===== Information

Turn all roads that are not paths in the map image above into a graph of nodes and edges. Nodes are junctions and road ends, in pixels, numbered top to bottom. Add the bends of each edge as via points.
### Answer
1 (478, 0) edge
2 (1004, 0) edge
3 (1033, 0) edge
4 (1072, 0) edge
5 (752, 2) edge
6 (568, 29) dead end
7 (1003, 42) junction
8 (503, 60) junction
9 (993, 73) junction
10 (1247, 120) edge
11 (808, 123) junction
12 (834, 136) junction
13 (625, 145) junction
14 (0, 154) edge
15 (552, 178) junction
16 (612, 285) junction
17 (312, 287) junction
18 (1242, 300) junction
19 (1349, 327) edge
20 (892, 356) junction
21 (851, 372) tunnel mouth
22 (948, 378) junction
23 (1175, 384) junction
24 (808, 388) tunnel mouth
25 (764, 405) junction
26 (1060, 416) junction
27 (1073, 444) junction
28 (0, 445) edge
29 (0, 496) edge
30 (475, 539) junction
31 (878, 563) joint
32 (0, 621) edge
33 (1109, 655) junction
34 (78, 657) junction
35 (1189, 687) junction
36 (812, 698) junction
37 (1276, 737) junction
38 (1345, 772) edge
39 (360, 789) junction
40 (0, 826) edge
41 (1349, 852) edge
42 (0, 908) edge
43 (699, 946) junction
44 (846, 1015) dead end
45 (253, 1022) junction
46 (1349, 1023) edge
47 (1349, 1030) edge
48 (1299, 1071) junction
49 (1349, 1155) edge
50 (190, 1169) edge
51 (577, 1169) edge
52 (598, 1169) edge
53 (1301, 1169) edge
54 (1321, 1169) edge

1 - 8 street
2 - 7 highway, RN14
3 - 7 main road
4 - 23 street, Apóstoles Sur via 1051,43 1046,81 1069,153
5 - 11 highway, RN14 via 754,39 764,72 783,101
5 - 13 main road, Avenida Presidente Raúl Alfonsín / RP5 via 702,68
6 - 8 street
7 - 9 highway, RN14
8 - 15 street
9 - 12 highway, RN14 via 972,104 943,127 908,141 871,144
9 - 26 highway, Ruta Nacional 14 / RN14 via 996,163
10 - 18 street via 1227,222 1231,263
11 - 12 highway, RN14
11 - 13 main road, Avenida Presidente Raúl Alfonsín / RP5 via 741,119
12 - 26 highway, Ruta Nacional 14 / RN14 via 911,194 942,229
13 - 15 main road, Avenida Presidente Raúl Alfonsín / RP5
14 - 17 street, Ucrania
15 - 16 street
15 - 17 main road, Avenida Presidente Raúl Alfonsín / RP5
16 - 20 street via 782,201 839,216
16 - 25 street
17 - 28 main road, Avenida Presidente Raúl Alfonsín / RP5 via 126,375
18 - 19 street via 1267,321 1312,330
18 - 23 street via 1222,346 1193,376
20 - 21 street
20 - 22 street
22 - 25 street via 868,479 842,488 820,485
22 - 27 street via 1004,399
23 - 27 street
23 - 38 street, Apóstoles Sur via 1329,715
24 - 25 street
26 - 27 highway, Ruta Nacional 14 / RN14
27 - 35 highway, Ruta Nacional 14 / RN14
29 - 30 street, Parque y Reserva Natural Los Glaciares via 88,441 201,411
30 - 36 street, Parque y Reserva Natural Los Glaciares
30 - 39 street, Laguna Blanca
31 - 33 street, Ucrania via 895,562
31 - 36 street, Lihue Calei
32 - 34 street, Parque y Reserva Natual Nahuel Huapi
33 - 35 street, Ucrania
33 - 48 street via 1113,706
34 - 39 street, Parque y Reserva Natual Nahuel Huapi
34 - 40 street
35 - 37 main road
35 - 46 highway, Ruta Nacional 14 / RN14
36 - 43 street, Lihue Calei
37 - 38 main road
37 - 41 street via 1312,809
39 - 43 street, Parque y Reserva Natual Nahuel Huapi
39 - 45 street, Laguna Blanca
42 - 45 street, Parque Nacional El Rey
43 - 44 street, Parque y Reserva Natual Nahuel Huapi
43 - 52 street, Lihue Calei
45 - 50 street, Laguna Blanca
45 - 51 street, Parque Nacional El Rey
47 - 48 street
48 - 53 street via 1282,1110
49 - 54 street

==========

Exercise instructions ::
Some lines of the records above contain the word "Nahuel". How many are there? Reply with the number alone.

Final answer ::
4